▶ EXTRACTED ENTRIES
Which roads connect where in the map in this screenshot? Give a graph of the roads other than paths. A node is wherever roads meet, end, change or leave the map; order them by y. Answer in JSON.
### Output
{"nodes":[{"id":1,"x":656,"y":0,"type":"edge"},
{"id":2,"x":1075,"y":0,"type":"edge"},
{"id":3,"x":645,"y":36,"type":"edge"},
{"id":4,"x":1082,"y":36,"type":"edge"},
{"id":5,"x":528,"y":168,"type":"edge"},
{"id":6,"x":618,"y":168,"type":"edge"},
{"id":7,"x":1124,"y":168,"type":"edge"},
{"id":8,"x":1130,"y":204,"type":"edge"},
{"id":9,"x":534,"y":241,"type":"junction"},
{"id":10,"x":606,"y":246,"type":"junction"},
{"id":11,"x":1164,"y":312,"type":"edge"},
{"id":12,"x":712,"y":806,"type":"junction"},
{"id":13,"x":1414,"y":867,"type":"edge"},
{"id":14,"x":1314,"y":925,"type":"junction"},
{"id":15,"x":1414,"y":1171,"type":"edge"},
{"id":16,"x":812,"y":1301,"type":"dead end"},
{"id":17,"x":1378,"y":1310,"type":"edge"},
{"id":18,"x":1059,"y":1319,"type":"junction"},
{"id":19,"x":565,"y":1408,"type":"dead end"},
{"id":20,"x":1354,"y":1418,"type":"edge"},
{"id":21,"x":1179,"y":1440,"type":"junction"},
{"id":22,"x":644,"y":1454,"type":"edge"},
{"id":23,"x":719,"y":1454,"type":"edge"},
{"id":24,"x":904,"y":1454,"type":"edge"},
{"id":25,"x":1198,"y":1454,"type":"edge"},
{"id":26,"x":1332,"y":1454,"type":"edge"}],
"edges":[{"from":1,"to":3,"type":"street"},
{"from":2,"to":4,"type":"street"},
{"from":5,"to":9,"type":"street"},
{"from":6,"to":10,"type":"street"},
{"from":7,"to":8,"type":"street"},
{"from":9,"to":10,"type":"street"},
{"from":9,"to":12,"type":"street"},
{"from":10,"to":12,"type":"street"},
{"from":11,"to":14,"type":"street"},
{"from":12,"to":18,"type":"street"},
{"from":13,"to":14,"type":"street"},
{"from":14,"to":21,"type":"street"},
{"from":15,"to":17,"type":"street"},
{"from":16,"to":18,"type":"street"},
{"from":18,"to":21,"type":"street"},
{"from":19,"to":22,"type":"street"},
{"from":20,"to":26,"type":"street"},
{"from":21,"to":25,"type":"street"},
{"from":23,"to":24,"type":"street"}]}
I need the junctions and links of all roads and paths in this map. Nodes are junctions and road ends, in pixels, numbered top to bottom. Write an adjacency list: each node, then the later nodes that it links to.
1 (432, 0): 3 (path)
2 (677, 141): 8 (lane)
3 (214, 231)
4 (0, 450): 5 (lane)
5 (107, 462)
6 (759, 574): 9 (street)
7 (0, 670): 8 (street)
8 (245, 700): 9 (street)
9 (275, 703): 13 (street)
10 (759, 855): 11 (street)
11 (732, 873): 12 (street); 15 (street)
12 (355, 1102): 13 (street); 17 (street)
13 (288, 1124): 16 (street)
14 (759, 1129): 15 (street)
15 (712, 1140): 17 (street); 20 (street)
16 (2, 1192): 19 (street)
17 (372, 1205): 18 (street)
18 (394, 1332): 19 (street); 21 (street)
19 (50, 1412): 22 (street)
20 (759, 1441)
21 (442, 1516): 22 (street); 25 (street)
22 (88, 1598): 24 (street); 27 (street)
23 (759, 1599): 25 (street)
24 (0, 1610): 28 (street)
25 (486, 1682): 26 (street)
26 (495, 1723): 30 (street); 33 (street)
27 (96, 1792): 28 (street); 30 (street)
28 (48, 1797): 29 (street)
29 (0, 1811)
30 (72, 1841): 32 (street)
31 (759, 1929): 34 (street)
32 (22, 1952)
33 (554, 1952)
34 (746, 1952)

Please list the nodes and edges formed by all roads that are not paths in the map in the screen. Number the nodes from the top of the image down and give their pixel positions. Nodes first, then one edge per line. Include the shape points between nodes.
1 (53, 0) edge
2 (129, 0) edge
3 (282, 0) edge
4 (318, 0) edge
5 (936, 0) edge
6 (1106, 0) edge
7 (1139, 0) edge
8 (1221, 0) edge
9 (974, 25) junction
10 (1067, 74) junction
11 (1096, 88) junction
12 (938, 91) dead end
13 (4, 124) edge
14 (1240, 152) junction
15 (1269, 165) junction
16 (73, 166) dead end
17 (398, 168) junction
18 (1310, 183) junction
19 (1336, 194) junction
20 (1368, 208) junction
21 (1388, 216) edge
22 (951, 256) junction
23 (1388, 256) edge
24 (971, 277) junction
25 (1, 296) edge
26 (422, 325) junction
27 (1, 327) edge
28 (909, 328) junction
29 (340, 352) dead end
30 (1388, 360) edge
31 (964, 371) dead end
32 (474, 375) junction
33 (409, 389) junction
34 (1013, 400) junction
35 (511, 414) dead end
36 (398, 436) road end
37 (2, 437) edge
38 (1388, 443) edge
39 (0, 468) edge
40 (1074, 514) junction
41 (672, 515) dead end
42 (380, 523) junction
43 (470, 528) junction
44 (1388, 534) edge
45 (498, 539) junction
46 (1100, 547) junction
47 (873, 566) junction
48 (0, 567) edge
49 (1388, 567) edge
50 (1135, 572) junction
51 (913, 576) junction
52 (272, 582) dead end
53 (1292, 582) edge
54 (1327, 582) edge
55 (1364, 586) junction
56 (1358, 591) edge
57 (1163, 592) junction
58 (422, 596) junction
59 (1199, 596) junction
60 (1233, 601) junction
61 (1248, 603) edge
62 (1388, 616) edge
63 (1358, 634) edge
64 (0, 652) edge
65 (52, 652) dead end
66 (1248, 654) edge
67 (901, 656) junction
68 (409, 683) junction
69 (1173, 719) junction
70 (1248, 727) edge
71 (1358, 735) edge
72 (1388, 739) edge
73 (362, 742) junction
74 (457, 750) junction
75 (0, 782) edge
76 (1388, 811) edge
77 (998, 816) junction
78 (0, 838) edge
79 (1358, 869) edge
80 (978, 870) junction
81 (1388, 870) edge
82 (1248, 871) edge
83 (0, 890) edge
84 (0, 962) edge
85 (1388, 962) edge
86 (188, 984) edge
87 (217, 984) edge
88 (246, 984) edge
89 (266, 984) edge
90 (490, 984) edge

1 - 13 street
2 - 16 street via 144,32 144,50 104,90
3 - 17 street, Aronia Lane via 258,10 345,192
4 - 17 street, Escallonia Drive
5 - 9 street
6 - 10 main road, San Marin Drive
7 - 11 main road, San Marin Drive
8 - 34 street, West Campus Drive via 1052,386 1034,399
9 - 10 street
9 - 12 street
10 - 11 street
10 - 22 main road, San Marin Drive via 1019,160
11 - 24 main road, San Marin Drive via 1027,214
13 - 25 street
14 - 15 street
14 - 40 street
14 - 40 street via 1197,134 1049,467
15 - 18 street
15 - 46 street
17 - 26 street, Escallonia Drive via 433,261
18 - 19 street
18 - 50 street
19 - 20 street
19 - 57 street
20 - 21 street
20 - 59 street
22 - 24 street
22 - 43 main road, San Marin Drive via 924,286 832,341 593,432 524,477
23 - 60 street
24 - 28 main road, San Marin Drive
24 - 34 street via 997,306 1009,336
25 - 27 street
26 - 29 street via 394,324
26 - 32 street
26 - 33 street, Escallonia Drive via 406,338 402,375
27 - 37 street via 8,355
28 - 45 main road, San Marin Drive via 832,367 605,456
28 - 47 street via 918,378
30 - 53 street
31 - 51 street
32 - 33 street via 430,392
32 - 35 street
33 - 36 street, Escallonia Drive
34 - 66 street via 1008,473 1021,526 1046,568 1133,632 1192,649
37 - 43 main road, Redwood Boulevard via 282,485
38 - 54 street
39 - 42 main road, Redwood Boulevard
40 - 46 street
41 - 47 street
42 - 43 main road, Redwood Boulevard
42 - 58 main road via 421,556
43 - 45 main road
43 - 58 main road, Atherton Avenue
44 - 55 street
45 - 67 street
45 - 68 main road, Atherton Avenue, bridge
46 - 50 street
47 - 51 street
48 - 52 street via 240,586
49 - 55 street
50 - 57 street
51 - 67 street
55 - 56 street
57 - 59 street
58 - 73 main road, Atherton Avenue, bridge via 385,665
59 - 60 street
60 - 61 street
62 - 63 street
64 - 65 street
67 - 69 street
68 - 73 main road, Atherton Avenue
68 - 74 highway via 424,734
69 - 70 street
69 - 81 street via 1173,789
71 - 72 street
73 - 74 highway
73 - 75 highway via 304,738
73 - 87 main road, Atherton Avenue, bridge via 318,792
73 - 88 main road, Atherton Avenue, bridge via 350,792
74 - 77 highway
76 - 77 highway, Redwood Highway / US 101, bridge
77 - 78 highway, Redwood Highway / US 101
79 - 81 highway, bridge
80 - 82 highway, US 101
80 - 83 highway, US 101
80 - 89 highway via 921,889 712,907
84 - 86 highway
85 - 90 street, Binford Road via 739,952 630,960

▶ TO DO
Whenever a line in the material above holds the string "bridge", copy that line in full.

▶ ANSWER BOX
45 - 68 main road, Atherton Avenue, bridge
58 - 73 main road, Atherton Avenue, bridge via 385,665
73 - 87 main road, Atherton Avenue, bridge via 318,792
73 - 88 main road, Atherton Avenue, bridge via 350,792
76 - 77 highway, Redwood Highway / US 101, bridge
79 - 81 highway, bridge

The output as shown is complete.